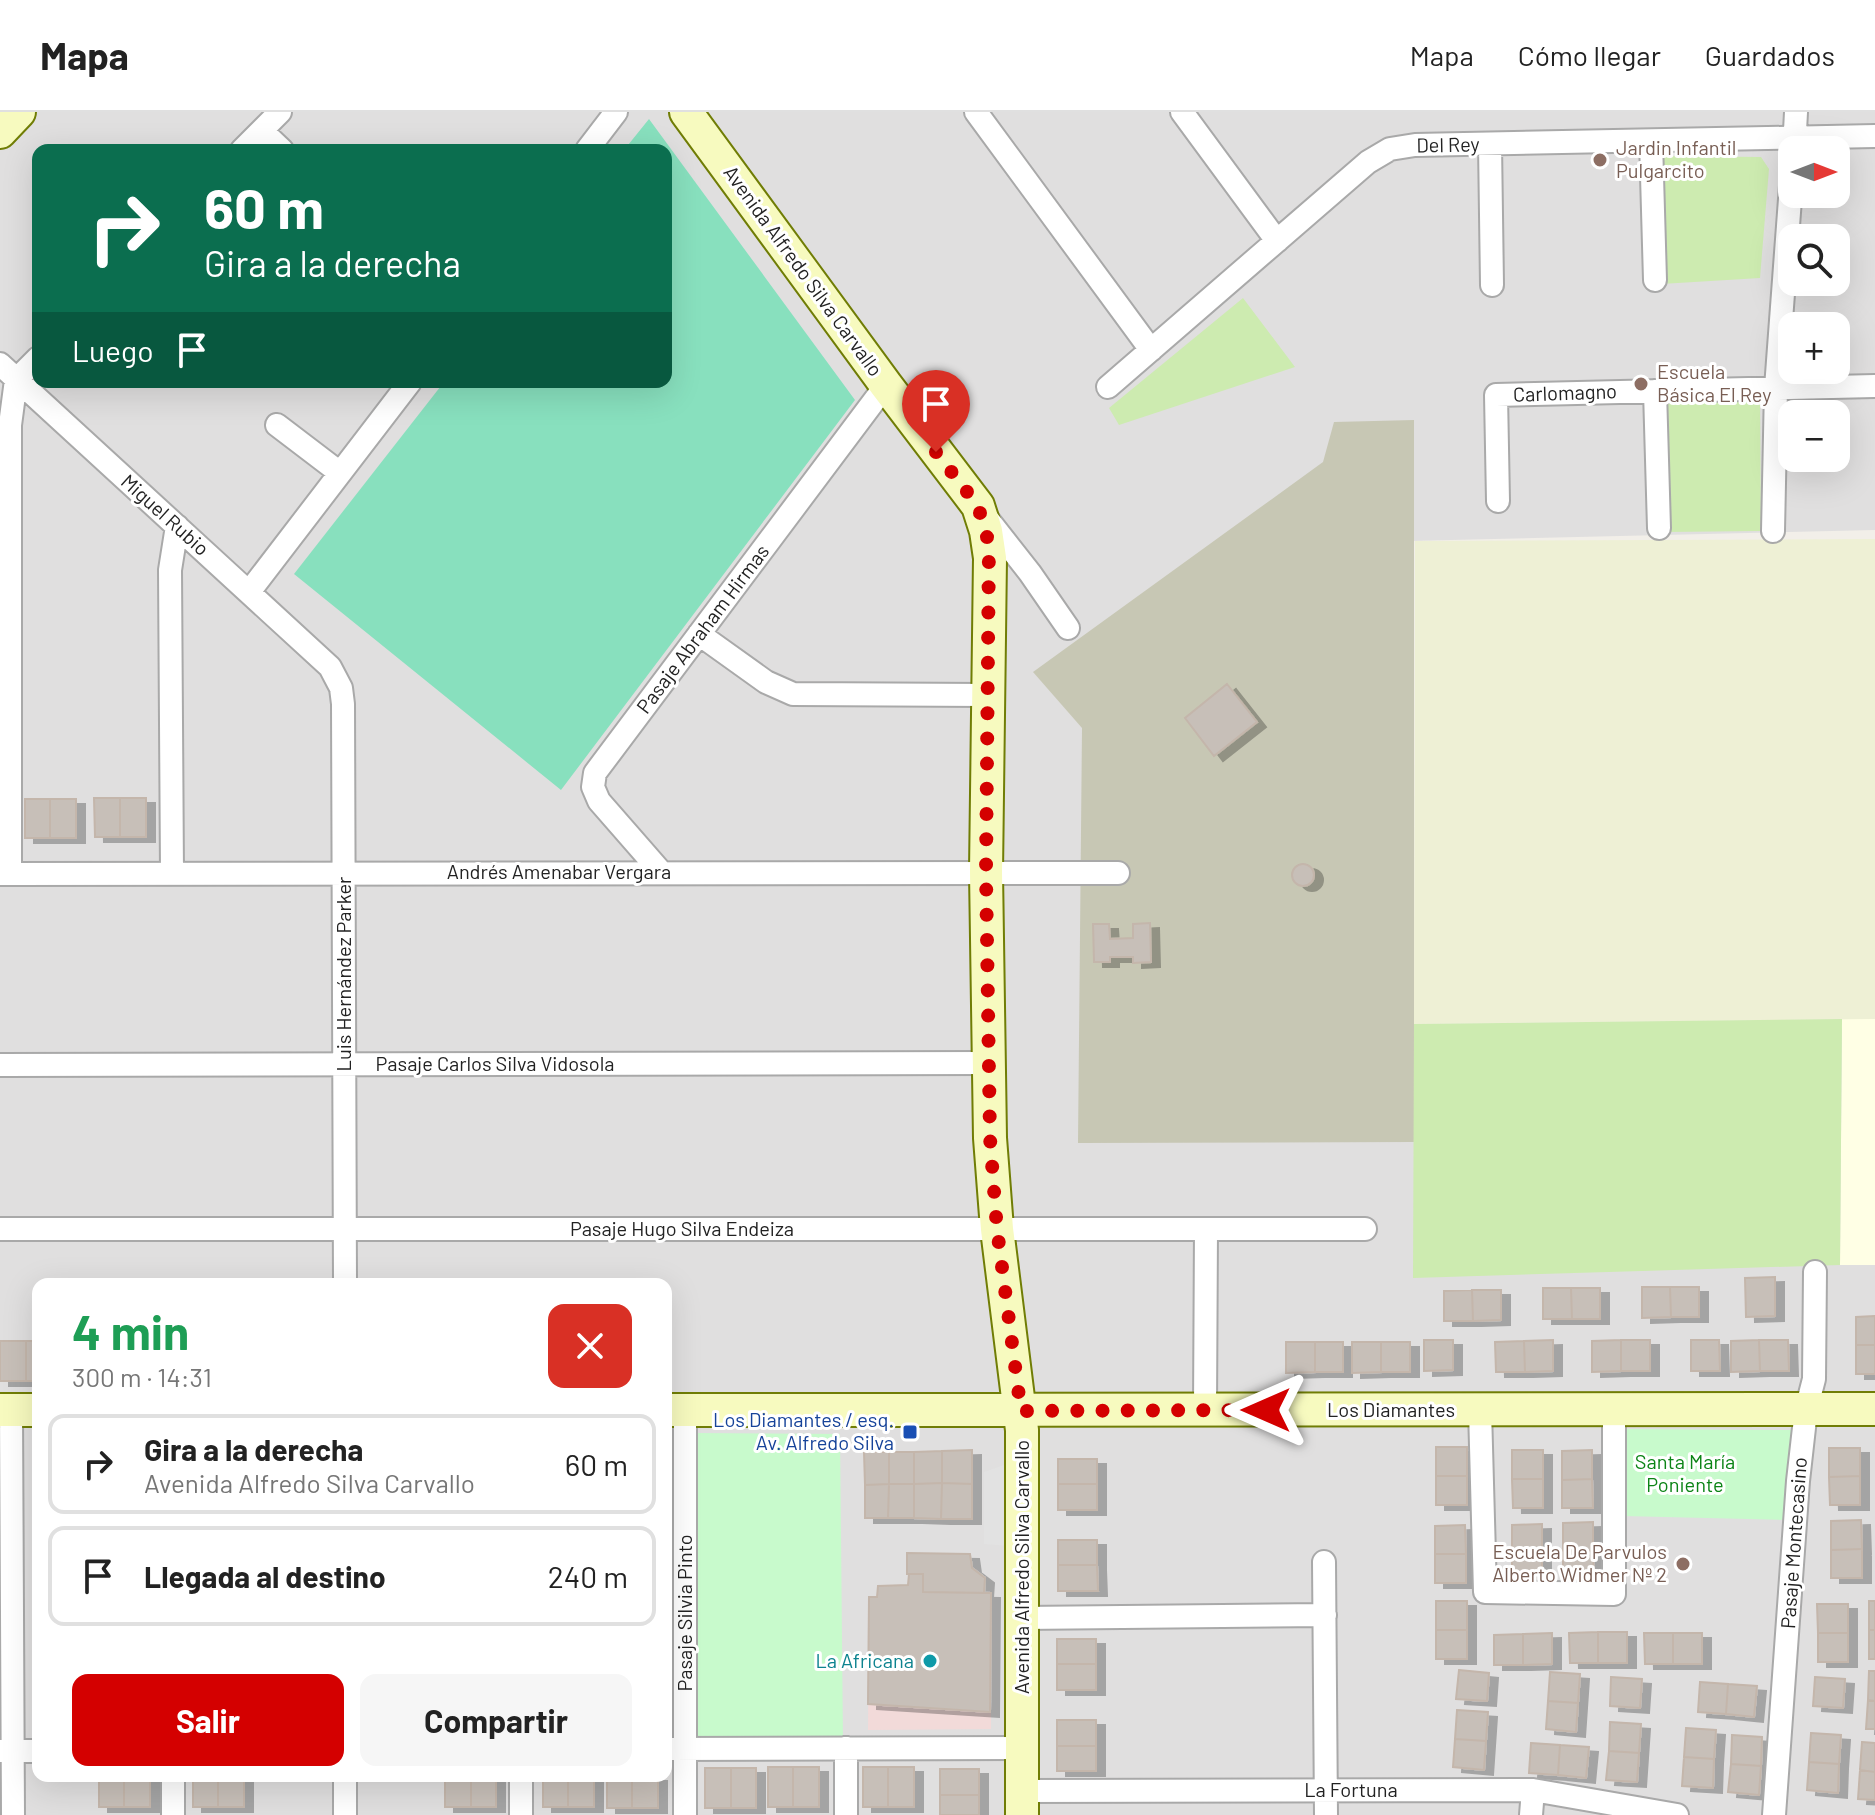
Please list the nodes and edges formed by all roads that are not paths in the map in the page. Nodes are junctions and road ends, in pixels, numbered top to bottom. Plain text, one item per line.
1 (280, 112) edge
2 (616, 112) edge
3 (686, 112) edge
4 (976, 112) edge
5 (1182, 112) edge
6 (1796, 112) edge
7 (262, 131) junction
8 (1794, 136) edge
9 (1875, 136) edge
10 (1850, 138) edge
11 (1651, 141) junction
12 (248, 144) edge
13 (276, 144) edge
14 (592, 144) edge
15 (1490, 144) junction
16 (1778, 144) edge
17 (1789, 208) edge
18 (1277, 241) junction
19 (1655, 280) dead end
20 (1492, 285) dead end
21 (1151, 350) junction
22 (32, 361) edge
23 (8, 372) edge
24 (886, 385) junction
25 (1875, 386) edge
26 (1108, 387) dead end
27 (405, 388) edge
28 (1776, 388) junction
29 (1655, 391) junction
30 (277, 425) dead end
31 (340, 473) junction
32 (1498, 501) dead end
33 (978, 506) junction
34 (177, 526) junction
35 (1659, 528) dead end
36 (1773, 531) dead end
37 (249, 592) junction
38 (1068, 628) dead end
39 (699, 634) junction
40 (330, 667) joint
41 (988, 695) junction
42 (344, 872) junction
43 (661, 872) junction
44 (986, 872) junction
45 (172, 873) junction
46 (1118, 873) dead end
47 (5, 874) edge
48 (989, 1063) junction
49 (344, 1064) junction
50 (0, 1065) edge
51 (0, 1229) edge
52 (344, 1229) junction
53 (997, 1229) junction
54 (1206, 1229) junction
55 (1365, 1229) dead end
56 (1815, 1272) dead end
57 (345, 1278) edge
58 (1875, 1409) edge
59 (16, 1410) edge
60 (676, 1410) edge
61 (1205, 1410) junction
62 (1480, 1410) junction
63 (1614, 1410) junction
64 (1806, 1410) junction
65 (1021, 1411) junction
66 (1324, 1562) dead end
67 (6, 1591) edge
68 (1325, 1615) junction
69 (1022, 1618) junction
70 (846, 1748) junction
71 (1022, 1748) junction
72 (676, 1749) edge
73 (6, 1751) edge
74 (32, 1751) edge
75 (173, 1782) edge
76 (345, 1782) edge
77 (521, 1782) edge
78 (1325, 1790) junction
79 (1533, 1790) junction
80 (1022, 1803) edge
81 (13, 1815) edge
82 (173, 1815) edge
83 (345, 1815) edge
84 (521, 1815) edge
85 (685, 1815) edge
86 (846, 1815) edge
87 (1326, 1815) edge
88 (1531, 1815) edge
89 (1677, 1815) edge
90 (1774, 1815) edge

1 - 7 street
2 - 14 street
3 - 24 street, Avenida Alfredo Silva Carvallo
4 - 21 street
5 - 18 street
6 - 8 street
7 - 12 street
7 - 13 street
9 - 10 street, Del Rey
11 - 15 street, Del Rey
11 - 16 street, Del Rey
11 - 19 street
15 - 18 street, Del Rey
15 - 20 street
17 - 28 street
18 - 21 street, Del Rey
21 - 26 street, Del Rey
22 - 23 street
23 - 34 street, Miguel Rubio
23 - 47 street
24 - 33 street, Avenida Alfredo Silva Carvallo
24 - 39 street, Pasaje Abraham Hirmas
25 - 28 street, Carlomagno
27 - 31 street
28 - 29 street, Carlomagno
28 - 36 street
29 - 32 street, Carlomagno
29 - 35 street
30 - 31 street
31 - 37 street
33 - 38 street, Avenida Alfredo Silva Carvallo
33 - 41 street, Avenida Alfredo Silva Carvallo
34 - 37 street, Miguel Rubio
34 - 45 street
37 - 40 street, Miguel Rubio
39 - 41 street
39 - 43 street, Pasaje Abraham Hirmas
40 - 42 street, Luis Hernández Parker
41 - 44 street, Avenida Alfredo Silva Carvallo
42 - 43 street, Andrés Amenabar Vergara
42 - 45 street, Andrés Amenabar Vergara
42 - 49 street, Luis Hernández Parker
43 - 44 street, Andrés Amenabar Vergara
44 - 46 street, Andrés Amenabar Vergara
44 - 48 street, Avenida Alfredo Silva Carvallo
45 - 47 street, Andrés Amenabar Vergara
48 - 49 street, Pasaje Carlos Silva Vidosola
48 - 53 street, Avenida Alfredo Silva Carvallo
49 - 50 street, Pasaje Carlos Silva Vidosola
49 - 52 street, Luis Hernández Parker
51 - 52 street, Pasaje Hugo Silva Endeiza
52 - 53 street, Pasaje Hugo Silva Endeiza
52 - 57 street, Luis Hernández Parker
53 - 54 street, Pasaje Hugo Silva Endeiza
53 - 65 street, Avenida Alfredo Silva Carvallo
54 - 55 street, Pasaje Hugo Silva Endeiza
54 - 61 street
56 - 64 street, Pasaje Montecasino
58 - 64 street, Los Diamantes
59 - 67 street
60 - 65 street, Los Diamantes
60 - 72 street, Pasaje Silvia Pinto
61 - 62 street, Los Diamantes
61 - 65 street, Los Diamantes
62 - 63 street, Los Diamantes
62 - 63 street
63 - 64 street, Los Diamantes
64 - 90 street, Pasaje Montecasino
65 - 69 street, Avenida Alfredo Silva Carvallo
66 - 68 street
67 - 73 street
68 - 69 street
68 - 78 street
69 - 71 street, Avenida Alfredo Silva Carvallo
70 - 71 street
70 - 72 street
70 - 86 street
71 - 80 street, Avenida Alfredo Silva Carvallo
72 - 85 street, Pasaje Silvia Pinto
73 - 74 street
73 - 81 street
75 - 82 street
76 - 83 street
77 - 84 street
78 - 79 street, La Fortuna
78 - 80 street, La Fortuna
78 - 87 street
79 - 88 street
79 - 89 street, La Fortuna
-------
| Instructions to follow |
Repeat each of the records exactly as written, except for the pictures, which are to be left out.

| Answer to the problem |
Please list the nodes and edges formed by all roads that are not paths in the map in the page. Nodes are junctions and road ends, in pixels, numbered top to bottom. Plain text, one item per line.
1 (280, 112) edge
2 (616, 112) edge
3 (686, 112) edge
4 (976, 112) edge
5 (1182, 112) edge
6 (1796, 112) edge
7 (262, 131) junction
8 (1794, 136) edge
9 (1875, 136) edge
10 (1850, 138) edge
11 (1651, 141) junction
12 (248, 144) edge
13 (276, 144) edge
14 (592, 144) edge
15 (1490, 144) junction
16 (1778, 144) edge
17 (1789, 208) edge
18 (1277, 241) junction
19 (1655, 280) dead end
20 (1492, 285) dead end
21 (1151, 350) junction
22 (32, 361) edge
23 (8, 372) edge
24 (886, 385) junction
25 (1875, 386) edge
26 (1108, 387) dead end
27 (405, 388) edge
28 (1776, 388) junction
29 (1655, 391) junction
30 (277, 425) dead end
31 (340, 473) junction
32 (1498, 501) dead end
33 (978, 506) junction
34 (177, 526) junction
35 (1659, 528) dead end
36 (1773, 531) dead end
37 (249, 592) junction
38 (1068, 628) dead end
39 (699, 634) junction
40 (330, 667) joint
41 (988, 695) junction
42 (344, 872) junction
43 (661, 872) junction
44 (986, 872) junction
45 (172, 873) junction
46 (1118, 873) dead end
47 (5, 874) edge
48 (989, 1063) junction
49 (344, 1064) junction
50 (0, 1065) edge
51 (0, 1229) edge
52 (344, 1229) junction
53 (997, 1229) junction
54 (1206, 1229) junction
55 (1365, 1229) dead end
56 (1815, 1272) dead end
57 (345, 1278) edge
58 (1875, 1409) edge
59 (16, 1410) edge
60 (676, 1410) edge
61 (1205, 1410) junction
62 (1480, 1410) junction
63 (1614, 1410) junction
64 (1806, 1410) junction
65 (1021, 1411) junction
66 (1324, 1562) dead end
67 (6, 1591) edge
68 (1325, 1615) junction
69 (1022, 1618) junction
70 (846, 1748) junction
71 (1022, 1748) junction
72 (676, 1749) edge
73 (6, 1751) edge
74 (32, 1751) edge
75 (173, 1782) edge
76 (345, 1782) edge
77 (521, 1782) edge
78 (1325, 1790) junction
79 (1533, 1790) junction
80 (1022, 1803) edge
81 (13, 1815) edge
82 (173, 1815) edge
83 (345, 1815) edge
84 (521, 1815) edge
85 (685, 1815) edge
86 (846, 1815) edge
87 (1326, 1815) edge
88 (1531, 1815) edge
89 (1677, 1815) edge
90 (1774, 1815) edge

1 - 7 street
2 - 14 street
3 - 24 street, Avenida Alfredo Silva Carvallo
4 - 21 street
5 - 18 street
6 - 8 street
7 - 12 street
7 - 13 street
9 - 10 street, Del Rey
11 - 15 street, Del Rey
11 - 16 street, Del Rey
11 - 19 street
15 - 18 street, Del Rey
15 - 20 street
17 - 28 street
18 - 21 street, Del Rey
21 - 26 street, Del Rey
22 - 23 street
23 - 34 street, Miguel Rubio
23 - 47 street
24 - 33 street, Avenida Alfredo Silva Carvallo
24 - 39 street, Pasaje Abraham Hirmas
25 - 28 street, Carlomagno
27 - 31 street
28 - 29 street, Carlomagno
28 - 36 street
29 - 32 street, Carlomagno
29 - 35 street
30 - 31 street
31 - 37 street
33 - 38 street, Avenida Alfredo Silva Carvallo
33 - 41 street, Avenida Alfredo Silva Carvallo
34 - 37 street, Miguel Rubio
34 - 45 street
37 - 40 street, Miguel Rubio
39 - 41 street
39 - 43 street, Pasaje Abraham Hirmas
40 - 42 street, Luis Hernández Parker
41 - 44 street, Avenida Alfredo Silva Carvallo
42 - 43 street, Andrés Amenabar Vergara
42 - 45 street, Andrés Amenabar Vergara
42 - 49 street, Luis Hernández Parker
43 - 44 street, Andrés Amenabar Vergara
44 - 46 street, Andrés Amenabar Vergara
44 - 48 street, Avenida Alfredo Silva Carvallo
45 - 47 street, Andrés Amenabar Vergara
48 - 49 street, Pasaje Carlos Silva Vidosola
48 - 53 street, Avenida Alfredo Silva Carvallo
49 - 50 street, Pasaje Carlos Silva Vidosola
49 - 52 street, Luis Hernández Parker
51 - 52 street, Pasaje Hugo Silva Endeiza
52 - 53 street, Pasaje Hugo Silva Endeiza
52 - 57 street, Luis Hernández Parker
53 - 54 street, Pasaje Hugo Silva Endeiza
53 - 65 street, Avenida Alfredo Silva Carvallo
54 - 55 street, Pasaje Hugo Silva Endeiza
54 - 61 street
56 - 64 street, Pasaje Montecasino
58 - 64 street, Los Diamantes
59 - 67 street
60 - 65 street, Los Diamantes
60 - 72 street, Pasaje Silvia Pinto
61 - 62 street, Los Diamantes
61 - 65 street, Los Diamantes
62 - 63 street, Los Diamantes
62 - 63 street
63 - 64 street, Los Diamantes
64 - 90 street, Pasaje Montecasino
65 - 69 street, Avenida Alfredo Silva Carvallo
66 - 68 street
67 - 73 street
68 - 69 street
68 - 78 street
69 - 71 street, Avenida Alfredo Silva Carvallo
70 - 71 street
70 - 72 street
70 - 86 street
71 - 80 street, Avenida Alfredo Silva Carvallo
72 - 85 street, Pasaje Silvia Pinto
73 - 74 street
73 - 81 street
75 - 82 street
76 - 83 street
77 - 84 street
78 - 79 street, La Fortuna
78 - 80 street, La Fortuna
78 - 87 street
79 - 88 street
79 - 89 street, La Fortuna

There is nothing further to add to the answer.